Wednesday, October 23, 2013

The UT administration's laughable anti-reform case


From today's Daily Texan:
The House Select Committee on Transparency in State Agency Operations met Tuesday to hear testimony on the possible impeachment of Regent Wallace Hall. 
The committee is considering impeaching Hall because — among other reasons — he has filed multiple broad open records requests with the University, supposedly placing a burden on the University and requiring the University to hire more people to deal with the large capacity of requests. Some Texas legislators have called Hall’s requests a “witch hunt” with the goal of removing UT President William Powers Jr. On Aug. 15, Hall’s lawyers sent a letter to the co-chairs of the committee, defending Hall’s actions and claiming Texas lawmakers had unduly influenced UT student admissions.  
.... 
[UT Chief Financial Officer Kevin] Hegarty said prior to Oct. 5, 2012, the open records office employed one full-time person and one part-time person, but Hall’s requests increased the office’s workload so much it had to hire more employees. 
“Now, on any given day, we could have as many as seven people,” Hegarty said. “We have three [who] dedicated 100 percent of their time, and I might say we never had an attorney in the group, and now we need [one]. Attorneys are more expensive than other folks.”   
.... 
[UT open records coordinator Carol] Longoria said she and her colleagues frequently worked late into the night to meet Hall’s deadlines, often until 10:30 or 11 p.m. 
Hall’s attorney, Allan Van Fleet, said Hall filed some open records requests as a citizen instead of as a regent because doing so allows him to receive information sooner. He did not request protected information, Van Fleet said.
Well boo-friggin'-hoo, in response to someone finally attempting to get to the bottom of corruption at the University of Texas, a few bureaucrats had to work a few late nights (and even add temps).

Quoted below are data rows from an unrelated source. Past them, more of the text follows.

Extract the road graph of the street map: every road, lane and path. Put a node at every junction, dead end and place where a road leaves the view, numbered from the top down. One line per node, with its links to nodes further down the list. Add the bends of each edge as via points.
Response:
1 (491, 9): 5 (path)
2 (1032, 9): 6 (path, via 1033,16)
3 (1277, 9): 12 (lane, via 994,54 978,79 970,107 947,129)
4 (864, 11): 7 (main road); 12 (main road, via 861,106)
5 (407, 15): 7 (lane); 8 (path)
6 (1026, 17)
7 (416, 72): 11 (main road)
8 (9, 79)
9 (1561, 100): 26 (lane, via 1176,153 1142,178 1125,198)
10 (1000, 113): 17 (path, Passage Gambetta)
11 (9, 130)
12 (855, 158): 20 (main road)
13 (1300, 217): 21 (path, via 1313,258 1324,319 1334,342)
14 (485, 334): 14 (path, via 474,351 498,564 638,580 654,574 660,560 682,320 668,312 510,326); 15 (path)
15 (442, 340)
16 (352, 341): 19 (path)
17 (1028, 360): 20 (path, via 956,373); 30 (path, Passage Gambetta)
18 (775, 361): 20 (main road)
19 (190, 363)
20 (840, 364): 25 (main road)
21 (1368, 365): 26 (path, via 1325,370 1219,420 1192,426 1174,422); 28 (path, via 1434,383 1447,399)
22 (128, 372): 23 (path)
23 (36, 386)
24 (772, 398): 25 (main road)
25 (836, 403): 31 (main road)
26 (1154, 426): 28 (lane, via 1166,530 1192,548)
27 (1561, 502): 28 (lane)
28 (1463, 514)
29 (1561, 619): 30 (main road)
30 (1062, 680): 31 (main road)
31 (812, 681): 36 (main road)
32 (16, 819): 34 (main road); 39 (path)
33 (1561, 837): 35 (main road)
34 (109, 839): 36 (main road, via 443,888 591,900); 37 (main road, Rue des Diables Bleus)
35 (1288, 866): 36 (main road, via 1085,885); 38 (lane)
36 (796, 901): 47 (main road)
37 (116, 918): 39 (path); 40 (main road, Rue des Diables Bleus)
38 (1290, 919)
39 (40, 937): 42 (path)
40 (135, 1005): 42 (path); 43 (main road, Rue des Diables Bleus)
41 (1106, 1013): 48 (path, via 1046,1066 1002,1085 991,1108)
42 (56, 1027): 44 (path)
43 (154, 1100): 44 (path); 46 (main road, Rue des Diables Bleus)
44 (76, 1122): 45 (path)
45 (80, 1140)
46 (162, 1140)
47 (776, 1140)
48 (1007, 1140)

Discussing this case, and the role of House Appropriations Committee Chair Jim Pitts, National Review's Kevin Williamson writes:
Mr. Pitts is also one of the leaders of a movement to impeach and remove from office UT regent Wallace Hall, who, among other things, has been making a stink about his belief that Texas legislators having been improperly leaning on the UT law school to give admissions preference to their friends and family. As I argued before, the fact that Mr. Pitts is directly and intimately involved in this case argues very strongly against his leading the inquisition into Mr. Hall. Mr. Hall is being impeached over his investigation into wrongdoing at the university and in the legislature, and the effort is being led by one of the wrongdoers — a political clown-show that is beneath even the lamentable standards of the Texas legislature.
Mr. Pitts here is taking a particularly lame position, maintaining that looking into the question of whether his son was admitted to UT law by substituting political connections for the necessary qualifications is a violation of his son’s privacy rights. Perhaps young Ryan Pitts, if not his father, should have thought about the long-term consequences of having daddy lean on the law school to let him in. I imagine this episode is embarrassing for Ryan Pitts — it should be.
The University of Texas claims "What Starts Here Changes the World"; sometimes, that's a scary thought!